Look below for the line that contains "885, 1154, s4);", then copy it and each following line exactly, through and including the line that contains "408, 1226, s4);".

DATA TO PROCESS section start

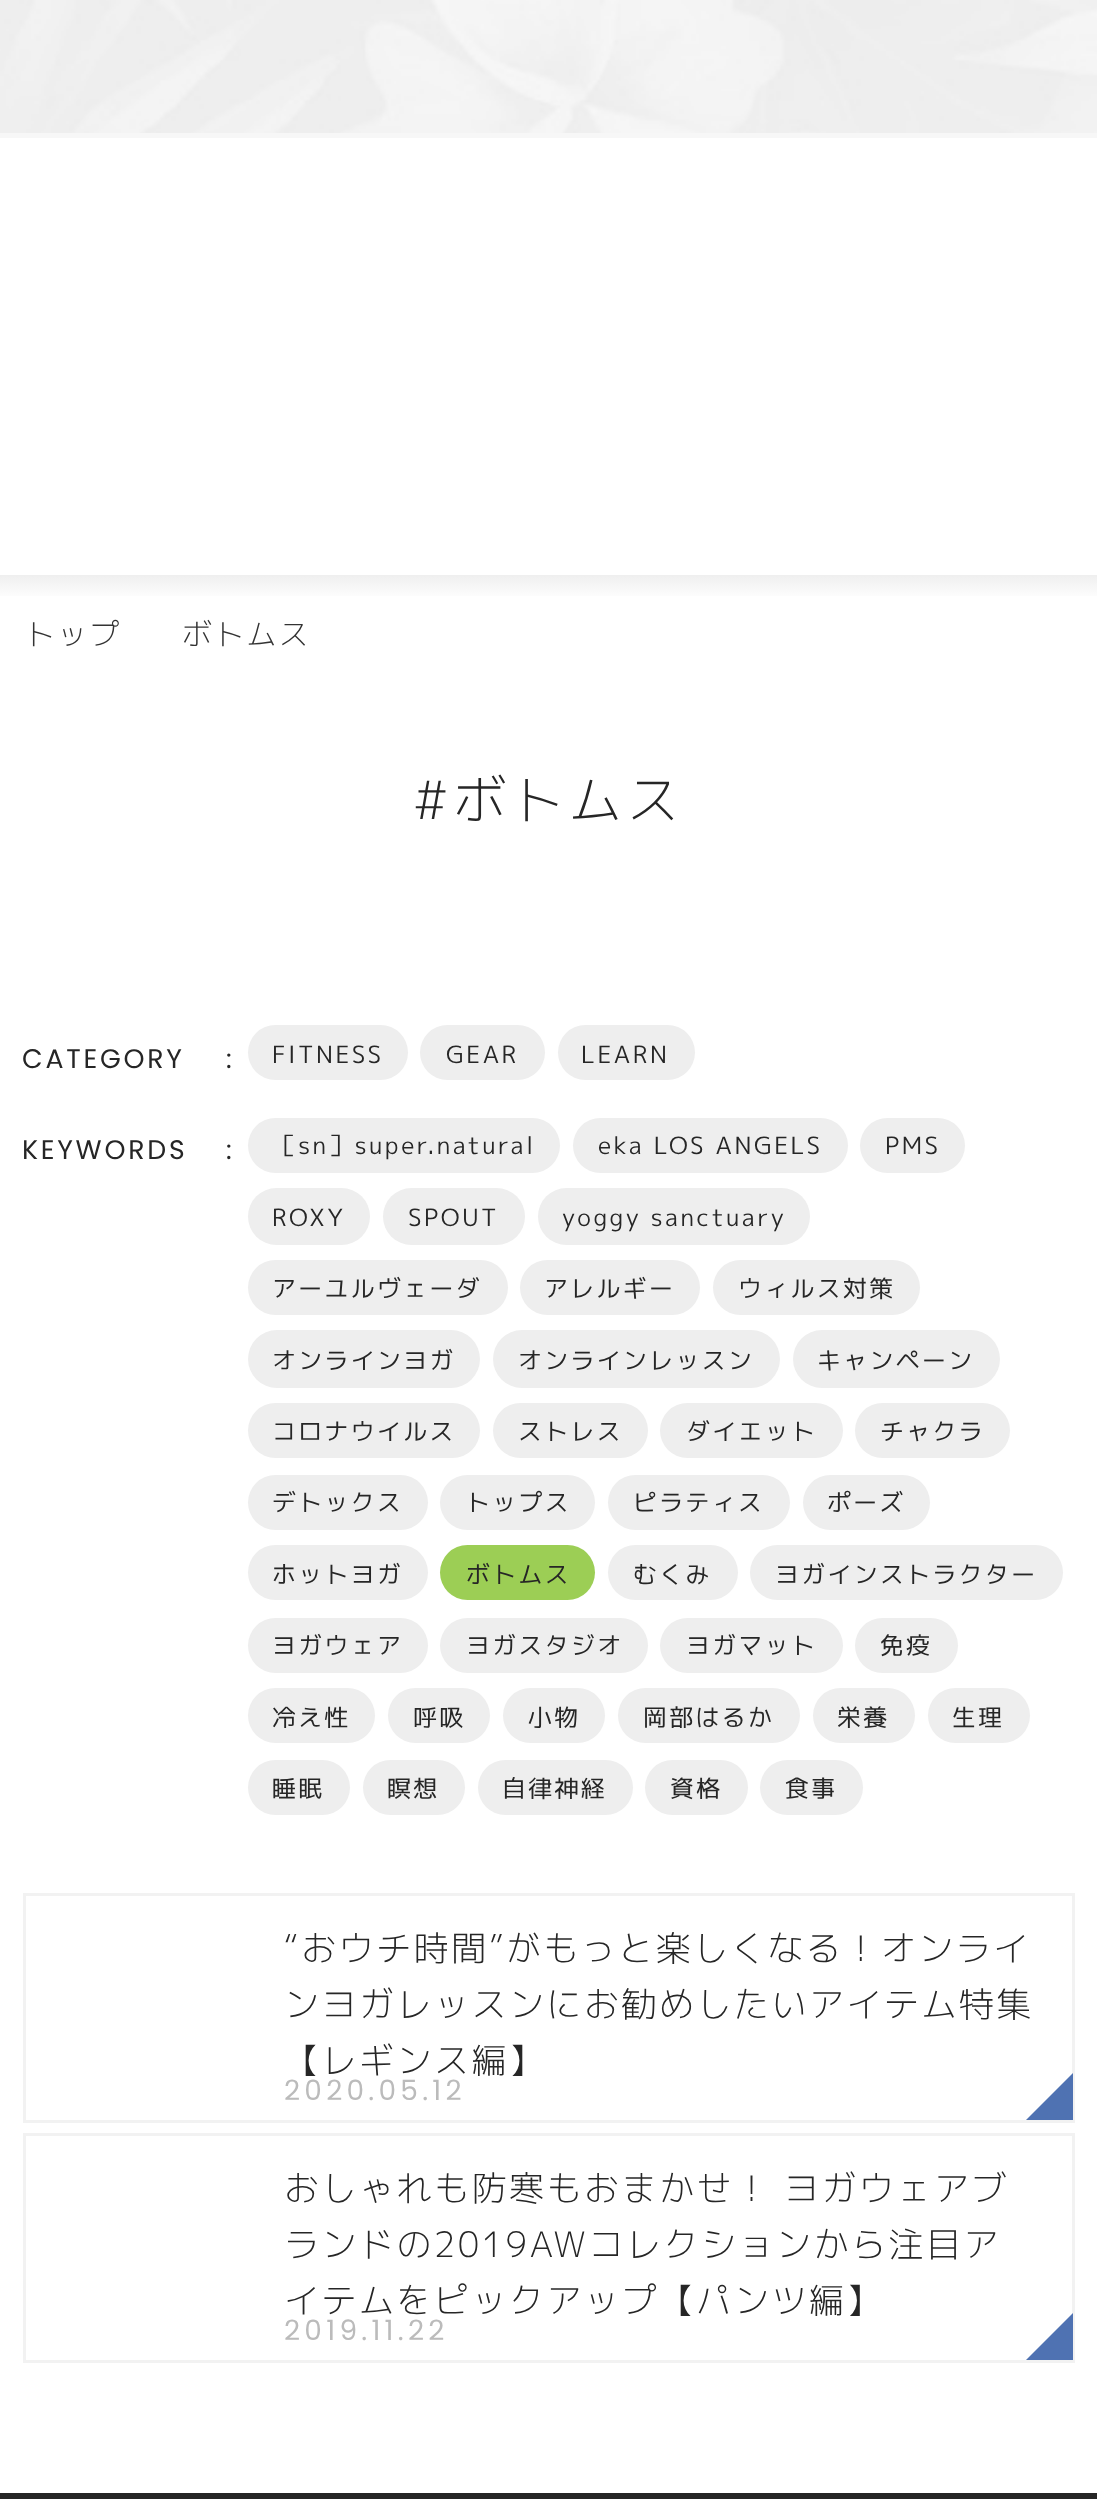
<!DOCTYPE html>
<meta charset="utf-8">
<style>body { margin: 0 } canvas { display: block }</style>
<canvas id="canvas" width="1097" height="2499"></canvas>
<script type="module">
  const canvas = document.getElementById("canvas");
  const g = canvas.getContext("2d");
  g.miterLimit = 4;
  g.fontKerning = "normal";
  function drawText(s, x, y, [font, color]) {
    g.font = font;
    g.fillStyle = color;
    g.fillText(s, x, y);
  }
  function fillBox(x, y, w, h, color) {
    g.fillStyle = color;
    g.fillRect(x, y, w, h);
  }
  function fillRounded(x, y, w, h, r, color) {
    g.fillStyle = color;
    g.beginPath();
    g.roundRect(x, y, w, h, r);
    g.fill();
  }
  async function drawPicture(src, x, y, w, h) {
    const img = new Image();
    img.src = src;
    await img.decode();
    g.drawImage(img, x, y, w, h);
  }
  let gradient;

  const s1 = ["300 29.75px 'M PLUS 1p'", "#333333"];
  const s2 = ["300 52.5px 'M PLUS 1p'", "#262626"];
  const s3 = ["26.75px Poppins", "#262626"];
  const s4 = ["23.75px 'M PLUS 1p'", "#262626"];
  const s5 = ["300 35px 'M PLUS 1p'", "#262626"];
  const s6 = ["28px Poppins", "#BBBBBB"];

  fillBox(0, 0, 1097, 2499, "#FFFFFF");
  await drawPicture("pic1.png", 0, 0, 1097, 133);
  fillBox(0, 133, 1097, 5, "#F7F7F7");
  gradient = g.createLinearGradient(549, 575, 549, 600);
  gradient.addColorStop(0, "#EFEFEF");
  gradient.addColorStop(1, "#FFFFFF");
  g.fillStyle = gradient;
  g.fillRect(0, 575, 1097, 21);
  g.letterSpacing = "2.5px";
  drawText("トップ", 25, 645, s1);
  drawText("ボトムス", 182, 645, s1);
  g.letterSpacing = "5.25px";
  drawText("#ボトムス", 413, 819, s2);
  g.letterSpacing = "2.75px";
  drawText("CATEGORY", 22, 1068, s3);
  drawText(":", 226, 1068, s3);
  fillRounded(248, 1025, 160, 55, 27.5, "#EEEEEE");
  g.letterSpacing = "2.5px";
  drawText("FITNESS", 272, 1063, s4);
  fillRounded(420, 1025, 125, 55, 27.5, "#EEEEEE");
  drawText("GEAR", 446, 1063, s4);
  fillRounded(558, 1025, 137, 55, 27.5, "#EEEEEE");
  drawText("LEARN", 581, 1063, s4);
  g.letterSpacing = "2.75px";
  drawText("KEYWORDS", 22, 1159, s3);
  drawText(":", 226, 1159, s3);
  fillRounded(248, 1118, 312, 55, 27.5, "#EEEEEE");
  g.letterSpacing = "2.5px";
  drawText("［sn］super.natural", 272, 1154, s4);
  fillRounded(573, 1118, 275, 55, 27.5, "#EEEEEE");
  drawText("eka LOS ANGELS", 598, 1154, s4);
  fillRounded(860, 1118, 105, 55, 27.5, "#EEEEEE");
  drawText("PMS", 885, 1154, s4);
  fillRounded(248, 1188, 122, 57, 28.5, "#EEEEEE");
  drawText("ROXY", 272, 1226, s4);
  fillRounded(383, 1188, 142, 57, 28.5, "#EEEEEE");
  drawText("SPOUT", 408, 1226, s4);
  fillRounded(538, 1188, 272, 57, 28.5, "#EEEEEE");
  drawText("yoggy sanctuary", 562, 1226, s4);
  fillRounded(248, 1260, 260, 55, 27.5, "#EEEEEE");
  drawText("アーユルヴェーダ", 272, 1297, s4);
  fillRounded(520, 1260, 180, 55, 27.5, "#EEEEEE");
  drawText("アレルギー", 544, 1297, s4);
  fillRounded(713, 1260, 207, 55, 27.5, "#EEEEEE");
  drawText("ウィルス対策", 738, 1297, s4);
  fillRounded(248, 1330, 232, 58, 29, "#EEEEEE");
  drawText("オンラインヨガ", 272, 1369, s4);
  fillRounded(493, 1330, 287, 58, 29, "#EEEEEE");
  drawText("オンラインレッスン", 518, 1369, s4);
  fillRounded(793, 1330, 207, 58, 29, "#EEEEEE");
  drawText("キャンペーン", 817, 1369, s4);
  fillRounded(248, 1403, 232, 55, 27.5, "#EEEEEE");
  drawText("コロナウイルス", 272, 1440, s4);
  fillRounded(493, 1403, 155, 55, 27.5, "#EEEEEE");
  drawText("ストレス", 518, 1440, s4);
  fillRounded(660, 1403, 183, 55, 27.5, "#EEEEEE");
  drawText("ダイエット", 686, 1440, s4);
  fillRounded(855, 1403, 155, 55, 27.5, "#EEEEEE");
  drawText("チャクラ", 880, 1440, s4);
  fillRounded(248, 1475, 180, 55, 27.5, "#EEEEEE");
  drawText("デトックス", 272, 1511, s4);
  fillRounded(440, 1475, 155, 55, 27.5, "#EEEEEE");
  drawText("トップス", 466, 1511, s4);
  fillRounded(608, 1475, 182, 55, 27.5, "#EEEEEE");
  drawText("ピラティス", 633, 1511, s4);
  fillRounded(803, 1475, 127, 55, 27.5, "#EEEEEE");
  drawText("ポーズ", 827, 1511, s4);
  fillRounded(248, 1545, 180, 55, 27.5, "#EEEEEE");
  drawText("ホットヨガ", 272, 1583, s4);
  fillRounded(440, 1545, 155, 55, 27.5, "#9CCE55");
  drawText("ボトムス", 466, 1583, s4);
  fillRounded(608, 1545, 130, 55, 27.5, "#EEEEEE");
  drawText("むくみ", 633, 1583, s4);
  fillRounded(750, 1545, 313, 55, 27.5, "#EEEEEE");
  drawText("ヨガインストラクター", 775, 1583, s4);
  fillRounded(248, 1618, 180, 55, 27.5, "#EEEEEE");
  drawText("ヨガウェア", 272, 1654, s4);
  fillRounded(440, 1618, 208, 55, 27.5, "#EEEEEE");
  drawText("ヨガスタジオ", 466, 1654, s4);
  fillRounded(660, 1618, 183, 55, 27.5, "#EEEEEE");
  drawText("ヨガマット", 686, 1654, s4);
  fillRounded(855, 1618, 103, 55, 27.5, "#EEEEEE");
  drawText("免疫", 880, 1654, s4);
  fillRounded(248, 1688, 127, 55, 27.5, "#EEEEEE");
  drawText("冷え性", 272, 1726, s4);
  fillRounded(388, 1688, 102, 55, 27.5, "#EEEEEE");
  drawText("呼吸", 413, 1726, s4);
  fillRounded(503, 1688, 102, 55, 27.5, "#EEEEEE");
  drawText("小物", 528, 1726, s4);
  fillRounded(618, 1688, 182, 55, 27.5, "#EEEEEE");
  drawText("岡部はるか", 643, 1726, s4);
  fillRounded(813, 1688, 102, 55, 27.5, "#EEEEEE");
  drawText("栄養", 837, 1726, s4);
  fillRounded(928, 1688, 102, 55, 27.5, "#EEEEEE");
  drawText("生理", 952, 1726, s4);
  fillRounded(248, 1760, 102, 55, 27.5, "#EEEEEE");
  drawText("睡眠", 272, 1797, s4);
  fillRounded(363, 1760, 102, 55, 27.5, "#EEEEEE");
  drawText("瞑想", 387, 1797, s4);
  fillRounded(478, 1760, 155, 55, 27.5, "#EEEEEE");
  drawText("自律神経", 502, 1797, s4);
  fillRounded(645, 1760, 103, 55, 27.5, "#EEEEEE");
  drawText("資格", 670, 1797, s4);
  fillRounded(760, 1760, 103, 55, 27.5, "#EEEEEE");
  drawText("食事", 785, 1797, s4);
  g.strokeStyle = "#F2F2F2";
  g.lineWidth = 3;
  g.strokeRect(24.5, 1894.5, 1049, 227);
  drawText("“おウチ時間”がもっと楽しくなる！オンライ", 284, 1961, s5);
  drawText("ンヨガレッスンにお勧めしたいアイテム特集", 284, 2017, s5);
  drawText("【レギンス編】", 284, 2073, s5);
  g.letterSpacing = "4.25px";
  drawText("2020.05.12", 284, 2100, s6);
  g.save();
  g.beginPath();
  g.rect(248, 1895, 825, 225);
  g.clip();
  g.fillStyle = "#4F72B2";
  g.beginPath();
  g.moveTo(971, 2175);
  g.lineTo(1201, 1945);
  g.lineTo(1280, 2025);
  g.lineTo(1050, 2254);
  g.closePath();
  g.fill();
  g.restore();
  g.strokeRect(24.5, 2134.5, 1049, 227);
  g.letterSpacing = "2.5px";
  drawText("おしゃれも防寒もおまかせ！ ヨガウェアブ", 284, 2201, s5);
  drawText("ランドの2019AWコレクションから注目ア", 284, 2257, s5);
  drawText("イテムをピックアップ【パンツ編】", 284, 2313, s5);
  g.letterSpacing = "4.25px";
  drawText("2019.11.22", 284, 2340, s6);
  g.save();
  g.beginPath();
  g.rect(248, 2135, 825, 225);
  g.clip();
  g.fillStyle = "#4F72B2";
  g.beginPath();
  g.moveTo(971, 2415);
  g.lineTo(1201, 2185);
  g.lineTo(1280, 2265);
  g.lineTo(1050, 2494);
  g.closePath();
  g.fill();
  g.restore();
  fillBox(0, 2493, 1097, 6, "#262626");
</script>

DATA TO PROCESS section end

→ **EXERCISE OUTPUT**:
  drawText("PMS", 885, 1154, s4);
  fillRounded(248, 1188, 122, 57, 28.5, "#EEEEEE");
  drawText("ROXY", 272, 1226, s4);
  fillRounded(383, 1188, 142, 57, 28.5, "#EEEEEE");
  drawText("SPOUT", 408, 1226, s4);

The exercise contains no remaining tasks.